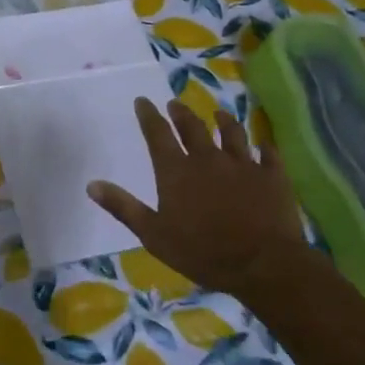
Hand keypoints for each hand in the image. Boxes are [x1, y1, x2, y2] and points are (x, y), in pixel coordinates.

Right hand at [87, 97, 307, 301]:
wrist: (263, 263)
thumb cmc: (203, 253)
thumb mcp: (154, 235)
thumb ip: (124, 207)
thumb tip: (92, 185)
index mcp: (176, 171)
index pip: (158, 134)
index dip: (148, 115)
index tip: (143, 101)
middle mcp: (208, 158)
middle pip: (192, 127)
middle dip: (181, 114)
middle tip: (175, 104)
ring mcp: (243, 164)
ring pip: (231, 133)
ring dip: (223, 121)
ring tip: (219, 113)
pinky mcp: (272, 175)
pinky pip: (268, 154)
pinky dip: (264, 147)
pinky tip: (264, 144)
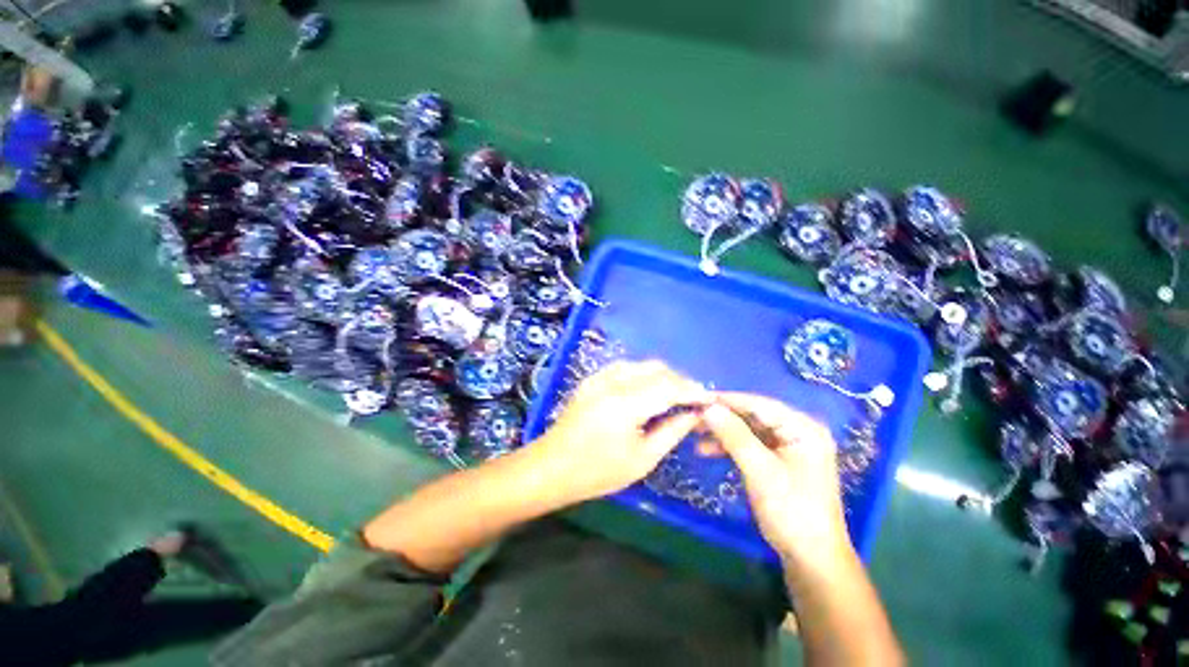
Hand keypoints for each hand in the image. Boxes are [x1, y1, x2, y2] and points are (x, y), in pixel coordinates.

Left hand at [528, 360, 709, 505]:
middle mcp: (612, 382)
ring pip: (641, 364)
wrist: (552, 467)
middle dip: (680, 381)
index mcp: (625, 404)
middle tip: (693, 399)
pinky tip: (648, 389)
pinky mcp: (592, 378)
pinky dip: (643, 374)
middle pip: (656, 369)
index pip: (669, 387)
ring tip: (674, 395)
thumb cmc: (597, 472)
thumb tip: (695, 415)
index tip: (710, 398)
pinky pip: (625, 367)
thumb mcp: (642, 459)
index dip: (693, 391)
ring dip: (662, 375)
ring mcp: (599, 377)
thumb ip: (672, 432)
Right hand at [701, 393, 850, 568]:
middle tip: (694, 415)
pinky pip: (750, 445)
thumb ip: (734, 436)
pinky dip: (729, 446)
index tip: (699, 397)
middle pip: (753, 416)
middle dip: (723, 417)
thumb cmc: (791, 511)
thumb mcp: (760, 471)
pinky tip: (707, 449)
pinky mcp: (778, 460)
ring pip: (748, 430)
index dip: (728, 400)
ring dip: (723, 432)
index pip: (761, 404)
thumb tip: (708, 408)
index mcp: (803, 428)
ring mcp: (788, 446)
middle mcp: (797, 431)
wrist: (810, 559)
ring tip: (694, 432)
● ● ● ●
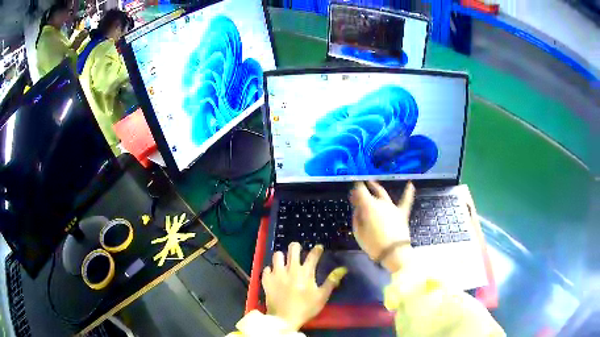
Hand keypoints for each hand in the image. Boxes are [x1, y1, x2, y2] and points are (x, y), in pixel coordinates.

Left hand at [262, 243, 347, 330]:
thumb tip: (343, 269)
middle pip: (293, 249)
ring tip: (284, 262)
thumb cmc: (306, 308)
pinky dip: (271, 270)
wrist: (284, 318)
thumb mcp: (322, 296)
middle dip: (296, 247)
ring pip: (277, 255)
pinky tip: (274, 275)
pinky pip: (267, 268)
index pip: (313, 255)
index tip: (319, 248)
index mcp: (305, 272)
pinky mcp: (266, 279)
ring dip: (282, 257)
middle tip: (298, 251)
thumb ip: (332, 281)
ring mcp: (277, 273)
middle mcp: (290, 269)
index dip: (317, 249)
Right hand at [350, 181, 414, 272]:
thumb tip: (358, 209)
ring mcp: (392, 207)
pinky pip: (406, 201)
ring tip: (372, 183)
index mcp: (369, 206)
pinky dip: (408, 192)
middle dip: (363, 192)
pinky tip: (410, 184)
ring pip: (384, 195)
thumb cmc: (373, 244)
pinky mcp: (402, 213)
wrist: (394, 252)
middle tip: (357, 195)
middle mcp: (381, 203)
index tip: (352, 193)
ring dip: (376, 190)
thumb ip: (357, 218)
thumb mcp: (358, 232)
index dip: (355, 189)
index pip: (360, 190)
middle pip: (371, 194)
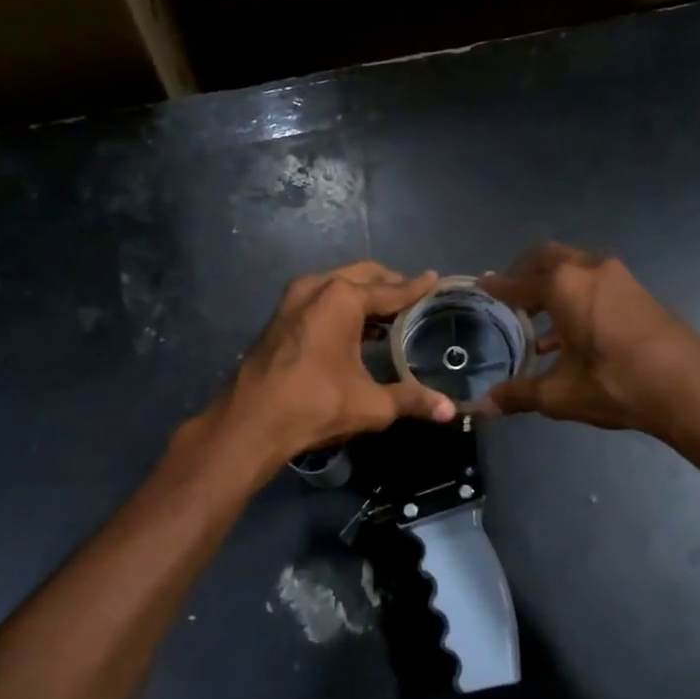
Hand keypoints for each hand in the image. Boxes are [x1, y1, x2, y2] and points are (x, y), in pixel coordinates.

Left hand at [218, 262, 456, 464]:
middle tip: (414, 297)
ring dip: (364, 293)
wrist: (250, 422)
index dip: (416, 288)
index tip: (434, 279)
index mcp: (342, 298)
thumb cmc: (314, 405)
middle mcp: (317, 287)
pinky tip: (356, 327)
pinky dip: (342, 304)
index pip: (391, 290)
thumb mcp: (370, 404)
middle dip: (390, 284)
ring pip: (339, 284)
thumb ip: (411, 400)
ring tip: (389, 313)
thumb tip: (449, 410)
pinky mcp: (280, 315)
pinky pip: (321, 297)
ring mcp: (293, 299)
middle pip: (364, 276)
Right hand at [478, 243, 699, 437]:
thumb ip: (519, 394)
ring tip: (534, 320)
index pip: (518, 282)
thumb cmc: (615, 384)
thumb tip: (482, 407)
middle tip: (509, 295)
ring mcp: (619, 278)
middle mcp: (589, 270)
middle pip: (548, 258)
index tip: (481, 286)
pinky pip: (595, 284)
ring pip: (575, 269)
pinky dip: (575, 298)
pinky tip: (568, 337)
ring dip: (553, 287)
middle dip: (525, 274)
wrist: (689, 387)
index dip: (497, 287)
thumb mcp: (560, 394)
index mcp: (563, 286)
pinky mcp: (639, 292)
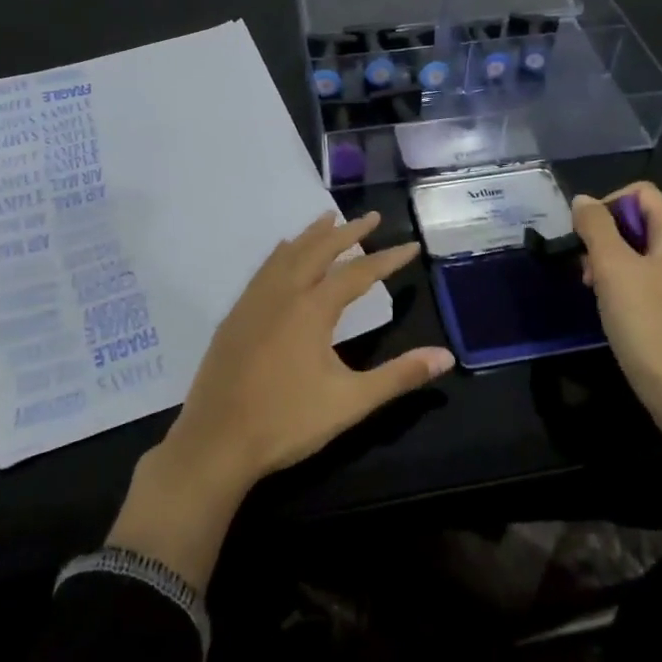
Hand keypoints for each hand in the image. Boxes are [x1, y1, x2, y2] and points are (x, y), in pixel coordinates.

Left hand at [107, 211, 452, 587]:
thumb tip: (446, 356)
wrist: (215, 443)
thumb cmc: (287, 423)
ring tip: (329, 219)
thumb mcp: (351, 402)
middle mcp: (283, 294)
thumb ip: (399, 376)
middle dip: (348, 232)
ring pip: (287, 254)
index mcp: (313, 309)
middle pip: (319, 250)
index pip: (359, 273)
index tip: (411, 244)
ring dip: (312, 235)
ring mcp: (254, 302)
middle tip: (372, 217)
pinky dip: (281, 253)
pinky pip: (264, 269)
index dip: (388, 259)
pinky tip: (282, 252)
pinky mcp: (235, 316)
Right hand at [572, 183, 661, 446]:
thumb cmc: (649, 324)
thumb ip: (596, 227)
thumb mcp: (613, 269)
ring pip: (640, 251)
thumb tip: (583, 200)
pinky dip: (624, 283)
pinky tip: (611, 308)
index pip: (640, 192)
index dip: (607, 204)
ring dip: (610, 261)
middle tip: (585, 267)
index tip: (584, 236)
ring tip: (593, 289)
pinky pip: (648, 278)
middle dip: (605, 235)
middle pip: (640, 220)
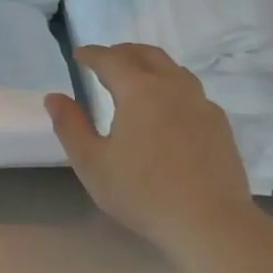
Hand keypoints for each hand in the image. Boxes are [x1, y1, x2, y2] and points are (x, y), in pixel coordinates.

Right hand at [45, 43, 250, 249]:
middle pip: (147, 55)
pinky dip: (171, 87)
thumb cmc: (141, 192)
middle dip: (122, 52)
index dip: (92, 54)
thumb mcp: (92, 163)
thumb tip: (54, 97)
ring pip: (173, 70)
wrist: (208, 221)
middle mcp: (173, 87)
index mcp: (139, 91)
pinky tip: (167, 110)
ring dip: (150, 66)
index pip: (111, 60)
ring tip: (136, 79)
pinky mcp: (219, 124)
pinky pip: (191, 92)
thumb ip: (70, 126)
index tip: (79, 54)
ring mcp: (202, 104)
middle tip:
● ● ● ●
### Requirement
Among the lines above, the one with "pinky tip: (356, 327)" opens the part to repeat and the one with "thumb cmc: (287, 423)" closes it; repeat only that part exactly, with no pictures.

### Result of this exercise
pinky tip: (356, 327)
pinky dip: (342, 304)
index pip: (391, 290)
thumb mcp: (370, 404)
middle dip: (390, 284)
ring pip: (339, 284)
thumb ip: (411, 400)
ring tip: (389, 313)
thumb tip: (449, 410)
pinky mcp: (280, 315)
pinky pip: (321, 297)
ring mcp: (293, 299)
middle pip: (364, 276)
Right hand at [478, 243, 699, 437]:
thumb ip: (519, 394)
ring tip: (534, 320)
index pip: (518, 282)
thumb cmc: (615, 384)
thumb tip: (482, 407)
middle tip: (509, 295)
ring mcp: (619, 278)
middle mcp: (589, 270)
middle pip: (548, 258)
index tip: (481, 286)
pinky pip: (595, 284)
ring pip: (575, 269)
pinky dip: (575, 298)
pinky tip: (568, 337)
ring dip: (553, 287)
middle dip: (525, 274)
wrist: (689, 387)
index dip: (497, 287)
thumb mcp: (560, 394)
index mcp: (563, 286)
pinky mcp: (639, 292)
Hand keypoints for each hand in the image. Boxes are [x1, y1, x2, y2] and points are (x, y), in pixel coordinates.

Left hand at [107, 211, 452, 587]:
thumb tip: (446, 356)
wrist: (215, 443)
thumb cmc: (287, 423)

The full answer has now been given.